对于颅内动脉瘤目前主要有两种处理方法,第一种方式是开颅手术,从动脉瘤外部到达病变,最后夹闭瘤颈,将动脉瘤隔离在正常血管之外;第二种方式是血管内治疗,最通用的方式是针对窄颈动脉瘤的固体弹簧圈栓塞(GDC裸栓),是通过股动脉穿刺插管直达动脉瘤内部,然后引导弹簧圈填塞到动脉瘤内部,直至完全填满,并将动脉瘤与正常血管完全隔离,达到同样防止再出血的目的。

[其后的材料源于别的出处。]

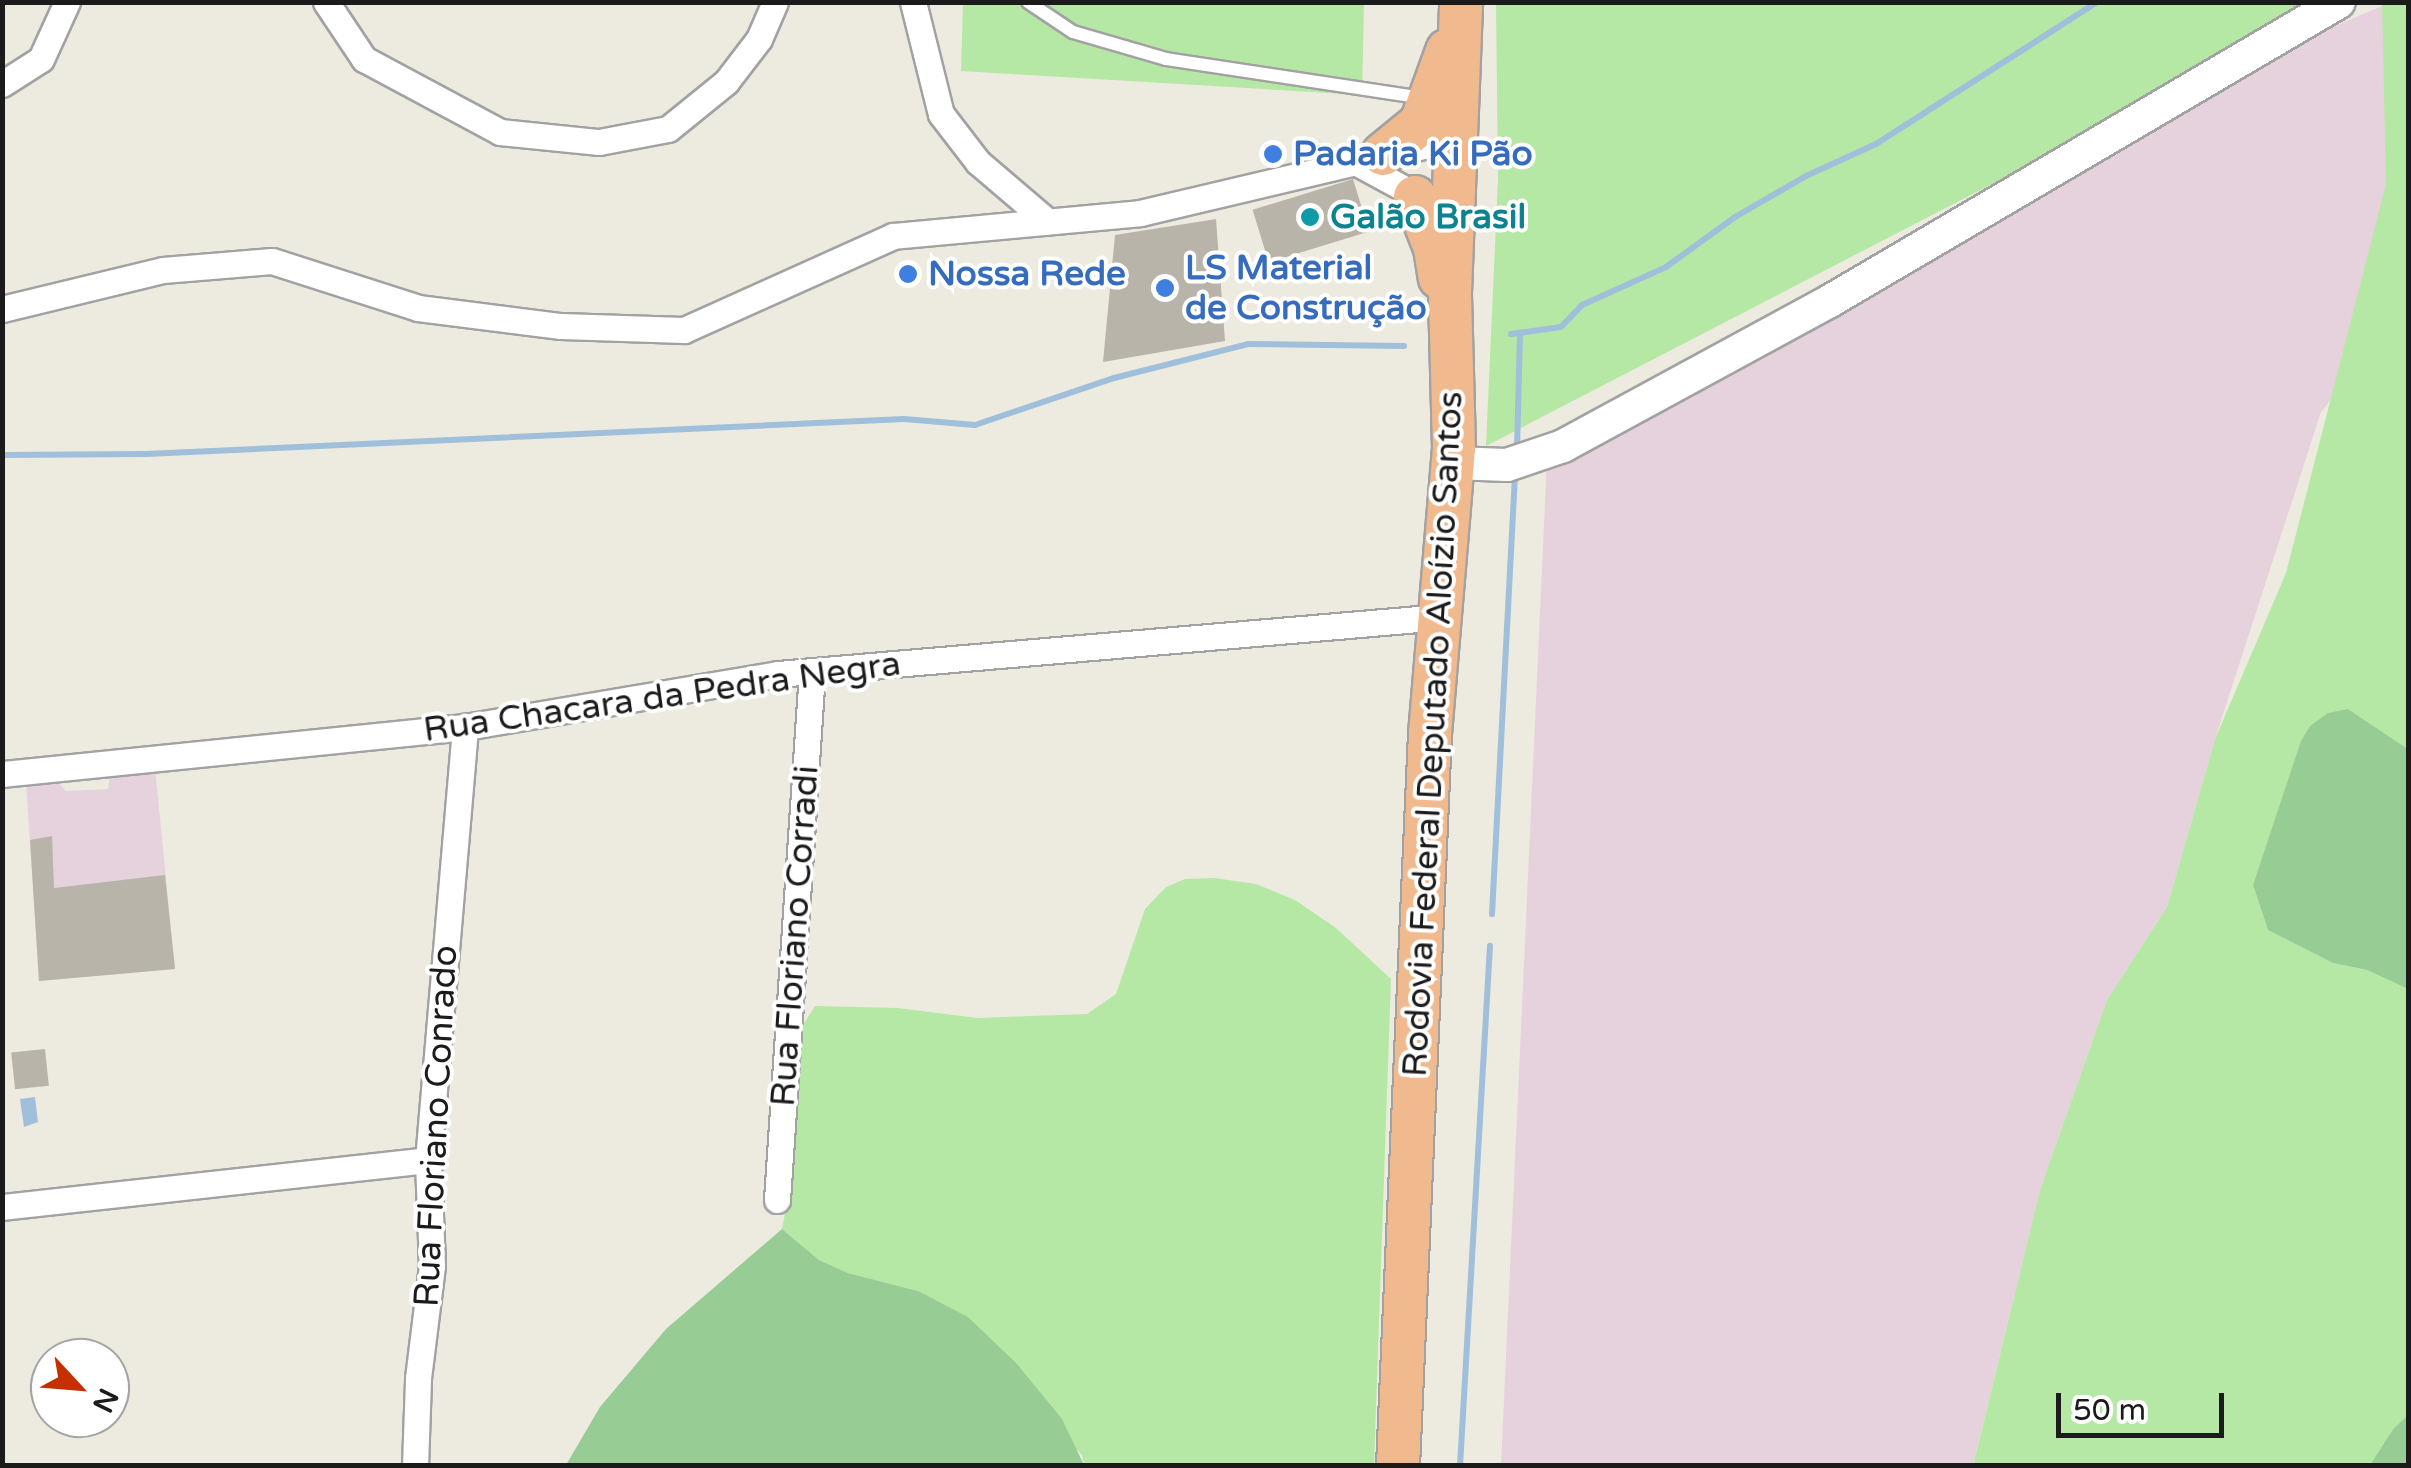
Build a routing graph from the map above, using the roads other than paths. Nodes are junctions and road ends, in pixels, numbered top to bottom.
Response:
1 (67, 2) edge
2 (326, 2) edge
3 (775, 2) edge
4 (913, 2) edge
5 (1028, 2) edge
6 (1461, 2) edge
7 (1480, 2) edge
8 (2339, 2) edge
9 (2, 84) edge
10 (1431, 99) junction
11 (1464, 147) junction
12 (1370, 159) junction
13 (1447, 201) junction
14 (1047, 221) junction
15 (2, 309) edge
16 (1454, 456) junction
17 (1442, 617) junction
18 (812, 671) junction
19 (465, 727) junction
20 (2, 774) edge
21 (428, 1160) junction
22 (777, 1200) dead end
23 (2, 1208) edge
24 (416, 1466) edge
25 (1398, 1466) edge

1 - 9 street
2 - 3 street
4 - 14 street
5 - 10 lane
6 - 10 highway
6 - 11 highway, Rodovia Federal Deputado Aloízio Santos
7 - 11 highway
8 - 16 street
10 - 12 highway
11 - 12 street
11 - 13 highway, Rodovia Federal Deputado Aloízio Santos
12 - 13 street
12 - 14 street
13 - 16 highway
13 - 16 highway, Rodovia Federal Deputado Aloízio Santos
14 - 15 street
16 - 17 highway, Rodovia Federal Deputado Aloízio Santos
17 - 18 street, Rua Chacara da Pedra Negra
17 - 25 highway, Rodovia Federal Deputado Aloízio Santos
18 - 19 street, Rua Chacara da Pedra Negra
18 - 22 street, Rua Floriano Corradi
19 - 20 street, Rua Chacara da Pedra Negra
19 - 21 street, Rua Floriano Conrado
21 - 23 street
21 - 24 street, Rua Floriano Conrado

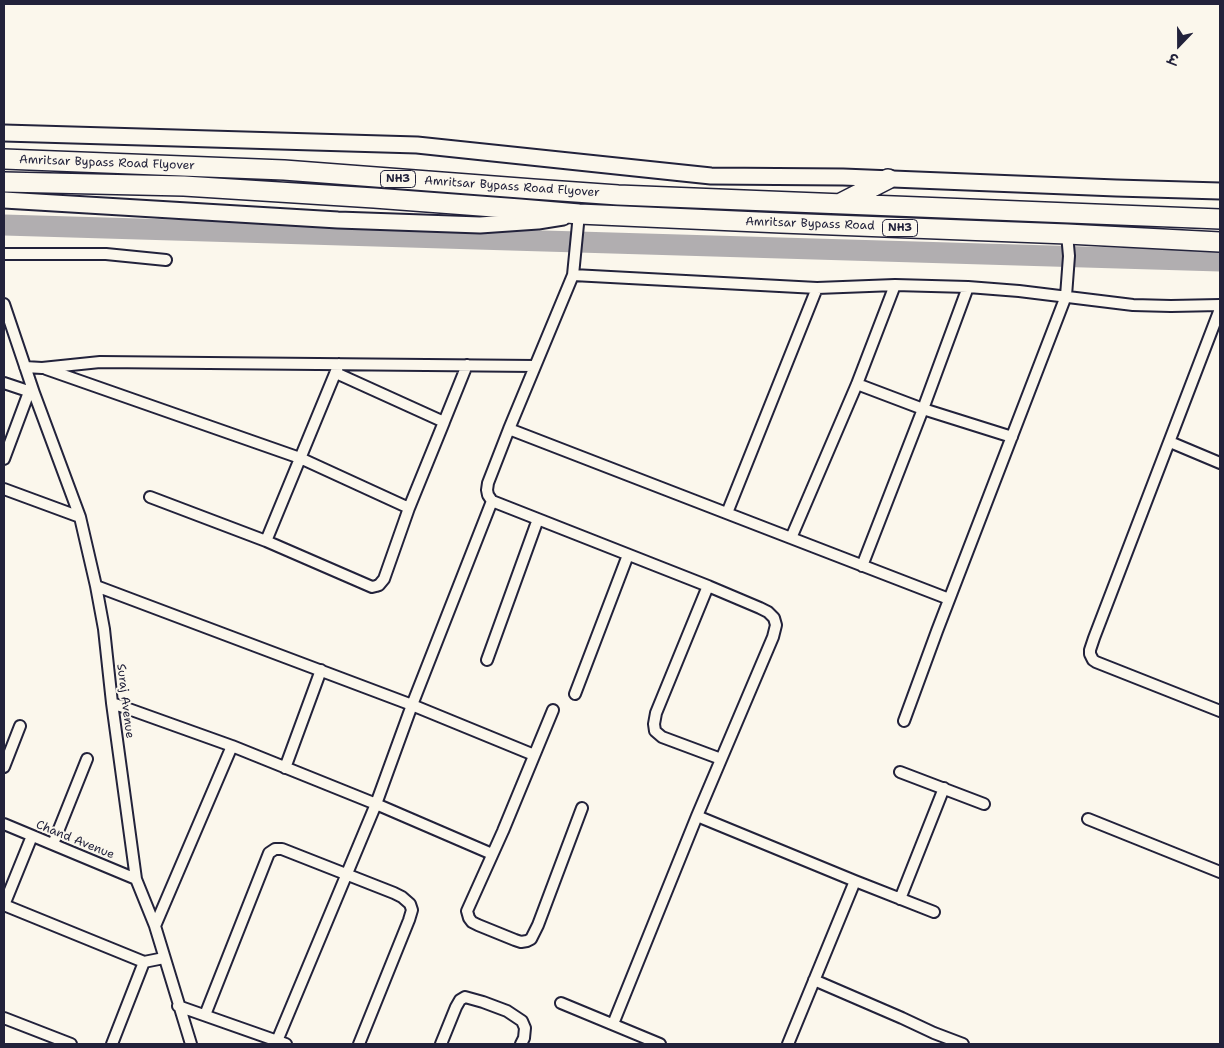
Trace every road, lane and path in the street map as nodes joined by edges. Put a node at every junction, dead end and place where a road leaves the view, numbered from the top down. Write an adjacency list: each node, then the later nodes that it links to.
1 (4, 133): 3 (street)
2 (4, 159): 7 (highway, Amritsar Bypass Road Flyover / NH3)
3 (888, 179): 5 (street); 7 (highway)
4 (4, 182): 8 (highway, Amritsar Bypass Road Flyover / NH3)
5 (1220, 192)
6 (4, 200): 8 (street)
7 (840, 203): 9 (highway, Amritsar Bypass Road / NH3)
8 (579, 214): 10 (highway, Amritsar Bypass Road / NH3); 14 (street)
9 (1220, 219)
10 (1066, 234): 11 (highway, Amritsar Bypass Road / NH3); 18 (street)
11 (1220, 242)
12 (4, 254): 13 (street)
13 (166, 260)
14 (573, 275): 17 (street); 23 (street)
15 (895, 285): 16 (street); 17 (street); 28 (street)
16 (968, 287): 18 (street); 30 (street)
17 (817, 288): 42 (street)
18 (1066, 296): 20 (street); 33 (street)
19 (4, 304): 24 (street, Suraj Avenue)
20 (1220, 305)
21 (1220, 309): 34 (street)
22 (466, 365): 23 (street); 26 (street); 31 (street)
23 (535, 366): 32 (street)
24 (25, 367): 25 (street); 29 (street, Suraj Avenue)
25 (42, 368): 26 (street); 35 (street)
26 (337, 369): 31 (street); 35 (street)
27 (4, 383): 29 (street)
28 (857, 384): 30 (street); 45 (street)
29 (31, 393): 36 (street); 43 (street, Suraj Avenue)
30 (923, 409): 33 (street); 48 (street)
31 (444, 422): 41 (street)
32 (509, 429): 40 (street); 42 (street)
33 (1012, 438): 51 (street)
34 (1170, 442): 37 (street); 58 (street)
35 (300, 458): 41 (street); 46 (street)
36 (4, 459)
37 (1220, 463)
38 (4, 488): 43 (street)
39 (150, 496): 46 (street)
40 (492, 501): 44 (street); 56 (street)
41 (409, 508): 46 (street)
42 (727, 513): 45 (street)
43 (80, 517): 49 (street, Suraj Avenue)
44 (538, 519): 47 (street); 52 (street)
45 (791, 538): 48 (street)
46 (266, 541)
47 (628, 555): 50 (street); 54 (street)
48 (862, 566): 51 (street)
49 (96, 586): 53 (street); 55 (street, Suraj Avenue)
50 (708, 586): 64 (street); 64 (street)
51 (949, 599): 59 (street)
52 (487, 660)
53 (321, 670): 56 (street); 66 (street)
54 (575, 694)
55 (112, 703): 61 (street); 80 (street, Suraj Avenue)
56 (412, 705): 62 (street); 69 (street)
57 (553, 710): 62 (street)
58 (1220, 711)
59 (904, 722)
60 (20, 726): 65 (street)
61 (232, 746): 66 (street); 85 (street)
62 (534, 755): 77 (street)
63 (87, 759): 76 (street)
64 (722, 759): 72 (street)
65 (4, 767)
66 (285, 768): 69 (street)
67 (900, 772): 68 (street)
68 (944, 788): 70 (street); 82 (street)
69 (376, 804): 77 (street); 79 (street)
70 (984, 804)
71 (582, 808): 77 (street)
72 (697, 816): 81 (street); 93 (street)
73 (1088, 819): 78 (street)
74 (4, 824): 75 (street, Chand Avenue)
75 (32, 836): 76 (street, Chand Avenue); 83 (street)
76 (52, 844): 80 (street, Chand Avenue)
77 (492, 854)
78 (1220, 872)
79 (347, 874): 91 (street); 94 (street); 98 (street)
80 (136, 879): 85 (street, Suraj Avenue)
81 (855, 881): 82 (street); 88 (street)
82 (900, 899): 84 (street)
83 (4, 905): 87 (street)
84 (934, 912)
85 (155, 926): 86 (street, Suraj Avenue)
86 (164, 958): 87 (street); 90 (street, Suraj Avenue)
87 (144, 962): 96 (street)
88 (814, 980): 102 (street); 103 (street)
89 (562, 1003): 93 (street)
90 (178, 1006): 91 (street); 97 (street, Suraj Avenue)
91 (205, 1015): 94 (street)
92 (4, 1018): 95 (street)
93 (613, 1024): 101 (street)
94 (281, 1043)
95 (72, 1044)
96 (112, 1044)
97 (191, 1044)
98 (359, 1044)
99 (441, 1044): 100 (street)
100 (521, 1044)
101 (660, 1044)
102 (788, 1044)
103 (962, 1044)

对宽颈动脉瘤可用支架或球囊辅助等术式,早期支架主要起“脚手架”作用,将弹簧圈拦住防止脱入载瘤动脉;而后期支架的血流导向作用、改变血管曲率的作用慢慢突显。

开颅手术创伤较大,并发症较高,但复发率较低;而介入方式属微创手术,并发症较低,但复发率相对较高。2016年ISAT研究结果显示术后1年,介入组致死致残率显著低于开颅夹闭组,主要原因是介入组操作相关并发症较低(开颅组19%,介入组8%);介入治疗的复发率较开颅夹闭高。

以上两种手术,均存在一定的风险。第一位风险,也是最重要的,术中破裂出血或术后出血,在手术过程中,操作会对动脉瘤壁形成机械性的直接或间接刺激,可能会撕破这个破口,出现严重后果;第二位风险就是出现脑血管痉挛或脑缺血/脑梗塞,血管内或血管外操作均可引起血管痉挛,甚至完全闭塞,引起严重功能障碍;第三位风险是动脉瘤复发,瘤颈残留或不完全栓塞,最终在一定压力作用下形成复发,有些复发可能会再出血,但多数情况下及时发现后行补充治疗,可以达到治愈的目的。其它还有金属弹簧圈不稳定逃逸、载瘤动脉狭窄或闭塞、癫痫、穿刺部位血肿、造影剂脑病等。这些风险大多较小,发生严重的残疾性并发症(如偏瘫)的几率更小,有经验的外科医生手术风险约为3%—5%。

其实两种手术方式,各有利弊,各有千秋,具体选择根据患者具体病情与术者经验而定,当然家属的意见也很重要。目前有一种共识,就是对动脉瘤患者必需要交待存在两种手术方式,对于从技术上既可行开颅夹闭又可行介入治疗的动脉瘤患者,推荐行介入治疗。面对少数复杂情况,可以采用复合手术,结合两种手术的优势,以保证手术更安全。